Figure 7.

Myc is required for the proliferation but not the survival nor migration of granulocytes and lymphocytes. A–C. All mice were injected with BrdU 4 hr. before being sacrificed. Three mice were injected in each group (for the AML group, 1 mouse with Pten^−/−/Myc^+/− genotype and 2 with Pten^−/− genotype were used). Percentages of cells incorporating BrdU (BrdU⁺%) in Gr1⁺ granulocytes from BM (A), CD4⁺ lymphocytes from lymph nodes (B), and CD41⁺ Mks from spleens (C) of the mice were analyzed to determine the proliferation of these cells.

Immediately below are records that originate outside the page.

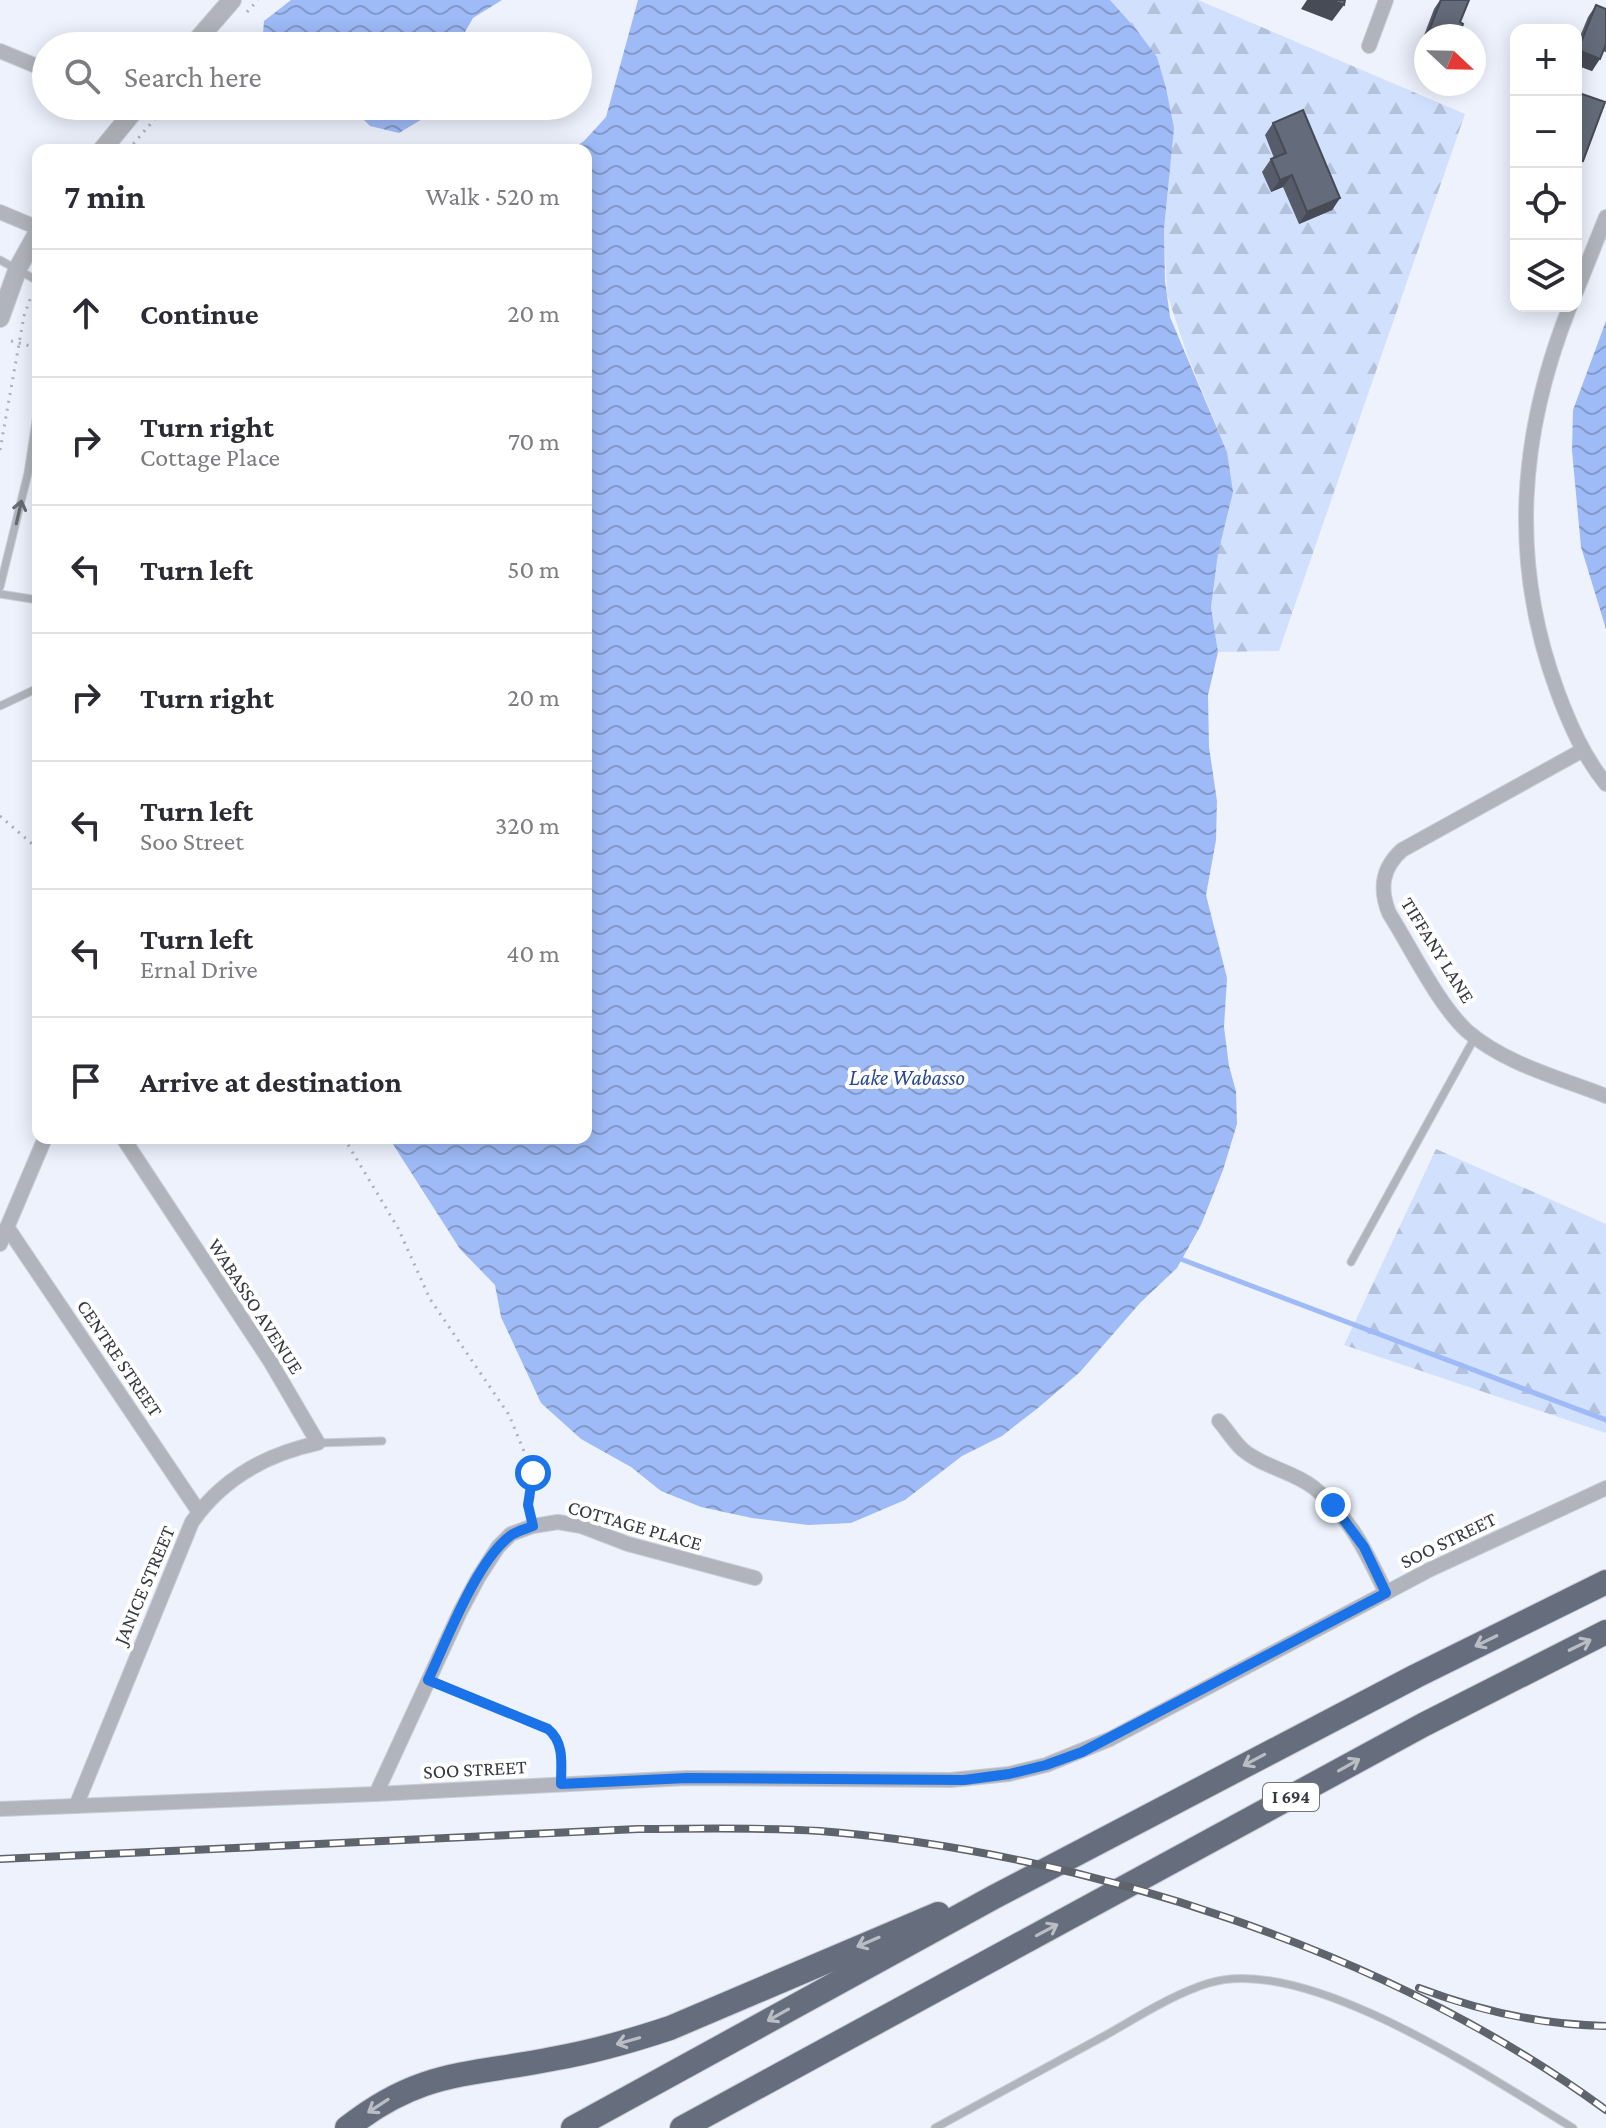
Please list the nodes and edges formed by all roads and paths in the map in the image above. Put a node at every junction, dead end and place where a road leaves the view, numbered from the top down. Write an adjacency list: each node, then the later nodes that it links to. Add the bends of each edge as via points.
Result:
1 (232, 0): 3 (street)
2 (1386, 0): 4 (street)
3 (204, 32)
4 (1369, 46)
5 (0, 51): 6 (street)
6 (32, 64)
7 (127, 120): 9 (street)
8 (154, 120): 10 (path)
9 (107, 144)
10 (133, 144)
11 (0, 212): 13 (street)
12 (1606, 217): 18 (street)
13 (32, 227)
14 (32, 241): 16 (street)
15 (0, 260): 16 (lane)
16 (18, 268): 17 (lane); 21 (street)
17 (32, 277)
18 (1582, 277)
19 (32, 296): 23 (path)
20 (1568, 312): 32 (street, via 1541,387 1531,438 1525,533 1537,628)
21 (0, 318)
22 (11, 341): 23 (path)
23 (19, 343): 24 (path); 26 (path)
24 (32, 346)
25 (32, 447): 27 (lane, one-way to 25)
26 (0, 450)
27 (0, 587)
28 (0, 594): 29 (lane)
29 (32, 599)
30 (32, 691): 31 (lane)
31 (0, 706)
32 (1583, 750): 33 (street); 36 (street, TIFFANY LANE, via 1407,846 1386,871 1382,886 1389,913 1446,1005)
33 (1606, 784)
34 (0, 816): 35 (path)
35 (32, 844)
36 (1475, 1037): 37 (street, TIFFANY LANE, via 1507,1056); 43 (lane)
37 (1606, 1096)
38 (42, 1144): 41 (street)
39 (127, 1144): 46 (street, WABASSO AVENUE)
40 (348, 1144): 49 (path, via 398,1228 430,1299 509,1415 533,1473 528,1505)
41 (7, 1227): 42 (street); 48 (street, CENTRE STREET)
42 (0, 1244)
43 (1351, 1262)
44 (1219, 1421): 52 (street, via 1242,1449 1312,1486 1333,1505 1364,1547)
45 (382, 1441): 46 (lane)
46 (318, 1443): 48 (street, JANICE STREET, via 254,1466 214,1494)
47 (1606, 1488): 52 (street, SOO STREET)
48 (199, 1512): 57 (street, JANICE STREET, via 181,1544)
49 (533, 1526): 50 (street, COTTAGE PLACE, via 581,1526); 54 (street, COTTAGE PLACE, via 511,1534 498,1547)
50 (755, 1578)
51 (1606, 1582): 59 (highway, I 694, one-way to 59)
52 (1386, 1593): 55 (street, SOO STREET, via 1110,1739 1009,1774 964,1780 687,1778)
53 (1606, 1632): 60 (highway, I 694, one-way to 53, via 1423,1725)
54 (428, 1680): 55 (lane, via 555,1734 561,1747); 56 (street, COTTAGE PLACE)
55 (561, 1784): 56 (street, SOO STREET)
56 (376, 1794): 57 (street, SOO STREET)
57 (76, 1806): 58 (street, SOO STREET)
58 (0, 1809)
59 (994, 1897): 61 (highway, one-way to 61, via 924,1918 647,2036 415,2086); 62 (highway, I 694, one-way to 62)
60 (764, 2083): 63 (highway, I 694); 64 (highway)
61 (347, 2128)
62 (573, 2128)
63 (682, 2128)
64 (707, 2128)
65 (935, 2128): 66 (lane, via 1156,2007 1210,1983 1250,1979 1296,1984 1358,2007)
66 (1573, 2128)

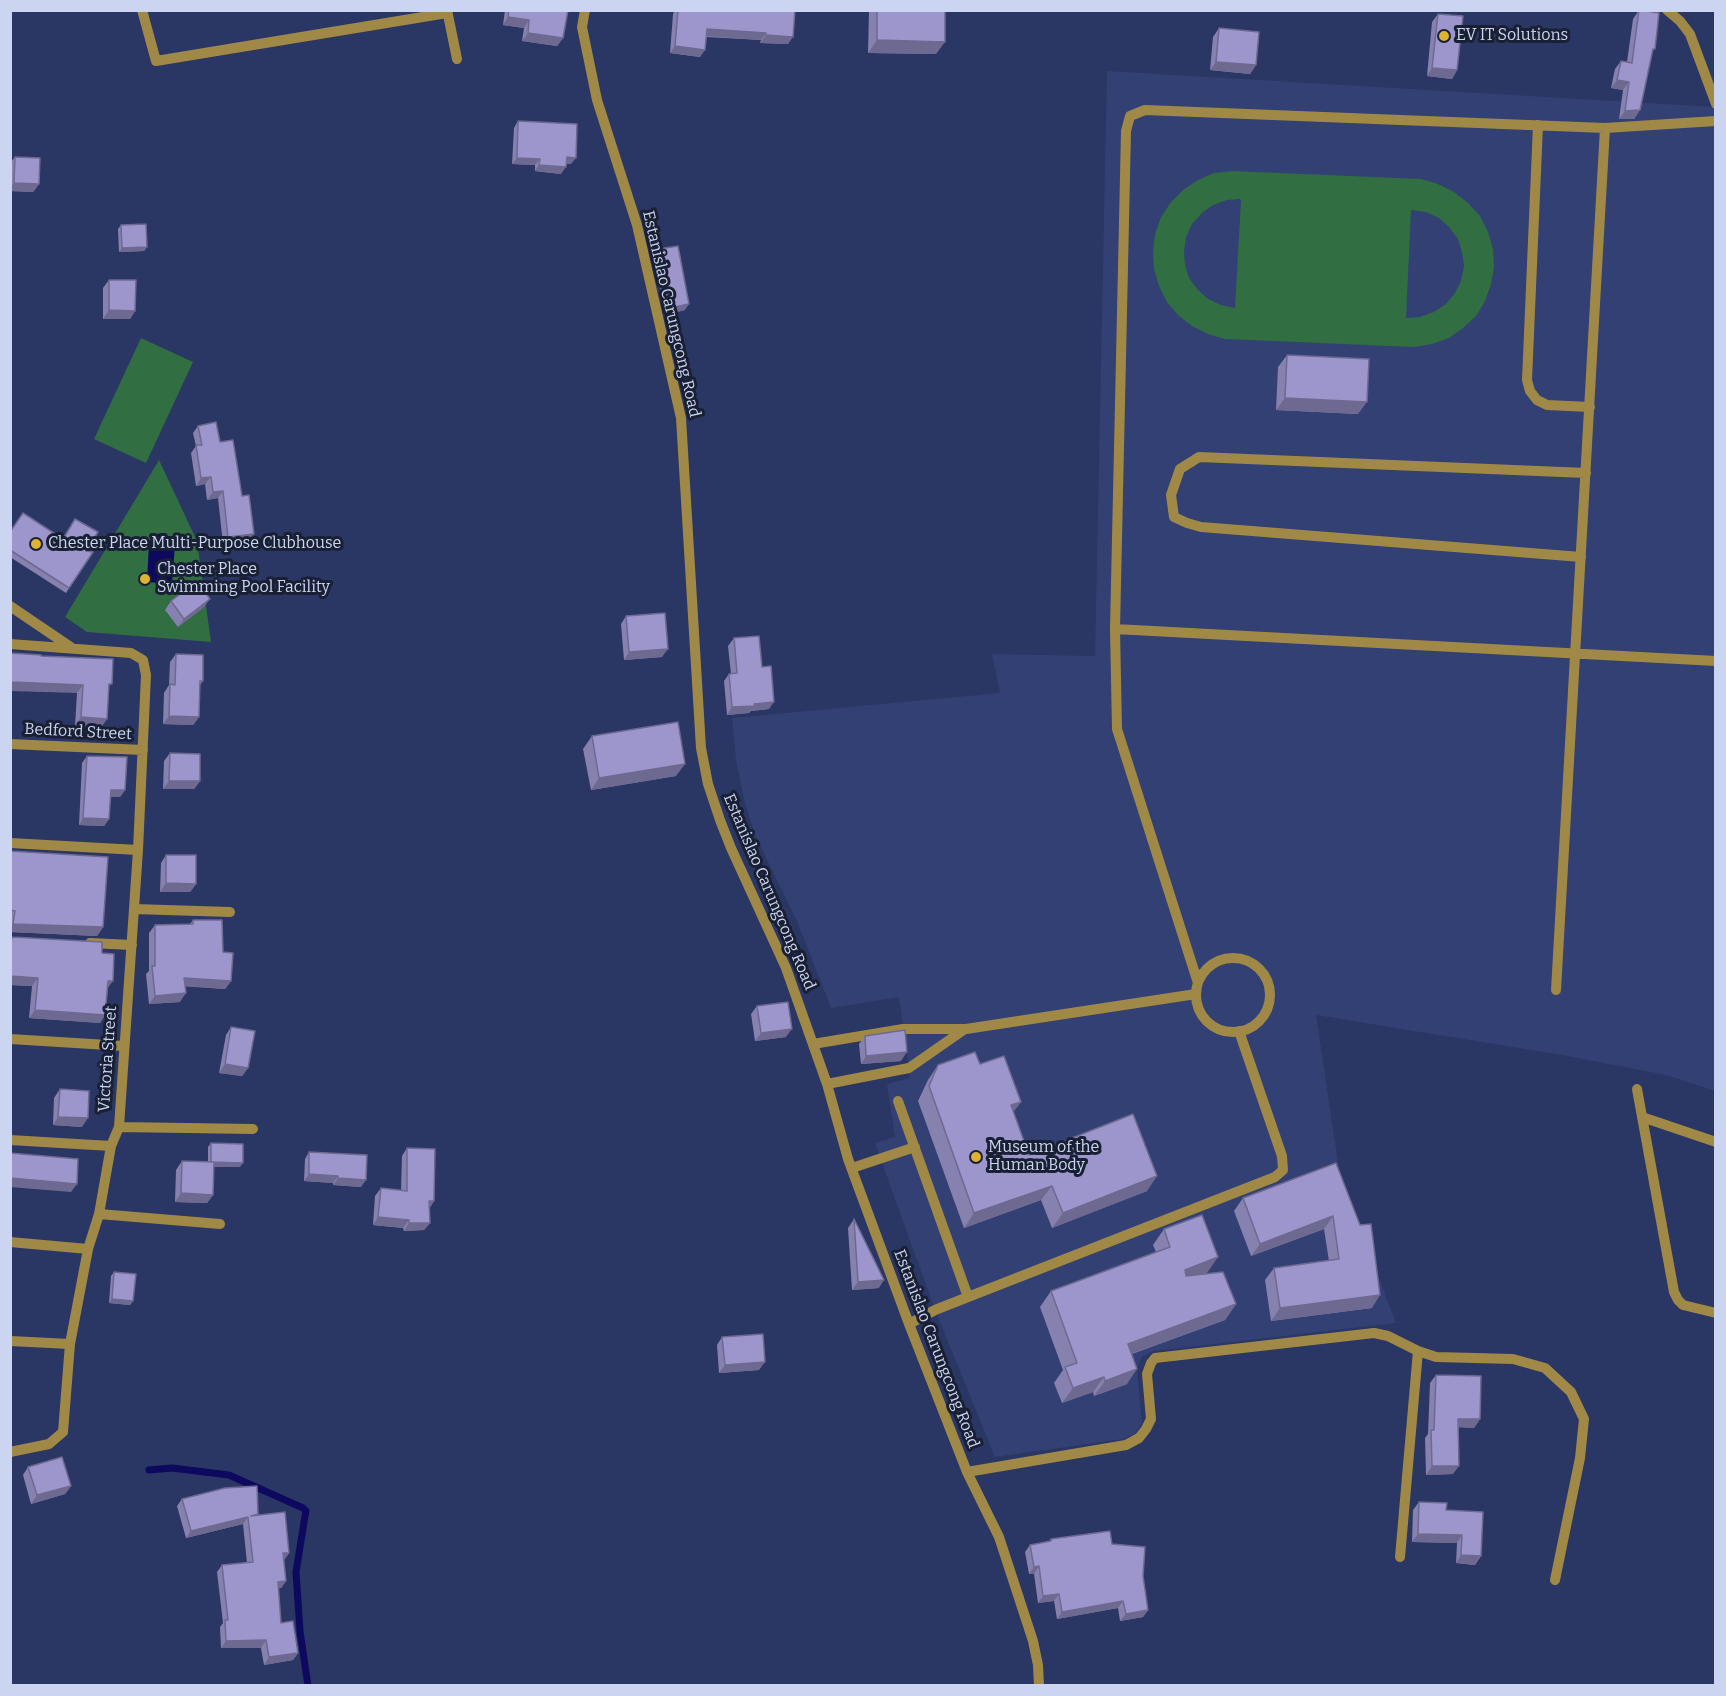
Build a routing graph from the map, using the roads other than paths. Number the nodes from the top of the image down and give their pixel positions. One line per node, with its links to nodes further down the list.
1 (142, 10): 4 (street)
2 (585, 10): 32 (street, Estanislao Carungcong Road)
3 (1667, 10): 6 (street)
4 (447, 12): 5 (street)
5 (457, 58)
6 (1716, 104)
7 (1716, 120): 9 (street)
8 (1538, 125): 9 (street); 10 (street); 14 (street)
9 (1605, 128): 10 (street)
10 (1590, 407): 11 (street)
11 (1586, 473): 12 (street); 12 (street)
12 (1581, 556): 17 (street)
13 (10, 606): 16 (street)
14 (1115, 629): 17 (street); 27 (street)
15 (10, 644): 16 (street)
16 (72, 648): 20 (street, Victoria Street)
17 (1575, 653): 18 (street); 28 (street)
18 (1716, 661)
19 (10, 744): 20 (street, Bedford Street)
20 (143, 750): 22 (street, Victoria Street)
21 (10, 843): 22 (street)
22 (138, 850): 23 (street, Victoria Street)
23 (134, 909): 24 (street); 26 (street, Victoria Street)
24 (230, 912)
25 (76, 942): 26 (street)
26 (132, 945): 33 (street, Victoria Street)
27 (1197, 988): 29 (street); 30 (street); 30 (street)
28 (1556, 990)
29 (966, 1029): 32 (street); 34 (street)
30 (1239, 1031): 49 (street)
31 (10, 1039): 33 (street)
32 (813, 1044): 34 (street, Estanislao Carungcong Road)
33 (124, 1046): 38 (street, Victoria Street)
34 (827, 1084): 44 (street, Estanislao Carungcong Road)
35 (1637, 1089): 37 (street)
36 (898, 1101): 43 (street)
37 (1642, 1117): 41 (street); 50 (street)
38 (119, 1127): 39 (street); 42 (street, Victoria Street)
39 (253, 1130)
40 (10, 1140): 42 (street)
41 (1716, 1142)
42 (111, 1146): 45 (street, Victoria Street)
43 (915, 1147): 44 (street); 49 (street)
44 (852, 1168): 51 (street, Estanislao Carungcong Road)
45 (99, 1214): 46 (street); 48 (street, Victoria Street)
46 (220, 1224)
47 (10, 1242): 48 (street)
48 (88, 1249): 53 (street, Victoria Street)
49 (968, 1297): 51 (street)
50 (1716, 1313)
51 (909, 1324): 56 (street, Estanislao Carungcong Road)
52 (10, 1341): 53 (street)
53 (70, 1344): 55 (street, Victoria Street)
54 (1418, 1351): 56 (street); 57 (street); 58 (street)
55 (10, 1452)
56 (967, 1472): 59 (street, Estanislao Carungcong Road)
57 (1400, 1557)
58 (1555, 1580)
59 (1039, 1686)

D–F. CD3⁺ lymphocytes were isolated from spleens of WT, Pten^−/−/Myc^+/−, and Pten^−/−/Myc^−/− mice 25 days after polyI:C injection and were treated with anti-CD3ε and IL-2 to induce activation. Activation-induced proliferation (D) and Fas expression (E) were examined by BrdU pulse-labeling and CD95 antibody staining, respectively. Activation-related cell deaths of CD3⁺ T cells were analyzed by PI staining 12 hr. after TNFα or FasL stimulation (F.) G. Gr1⁺ granulocytes were isolated from BM of WT, Pten^−/−/Myc^+/− and Pten^−/−/Myc^−/− mice 25 days after polyI:C injection and treated with 20ng/ml FasL for 12 hr. Cell death was analyzed by PI staining and flow cytometry. H. Migration of the CD3⁺ and Gr1⁺ cells was analyzed 3 hr. after SDF1 induction. * indicates significant difference compared to WT controls.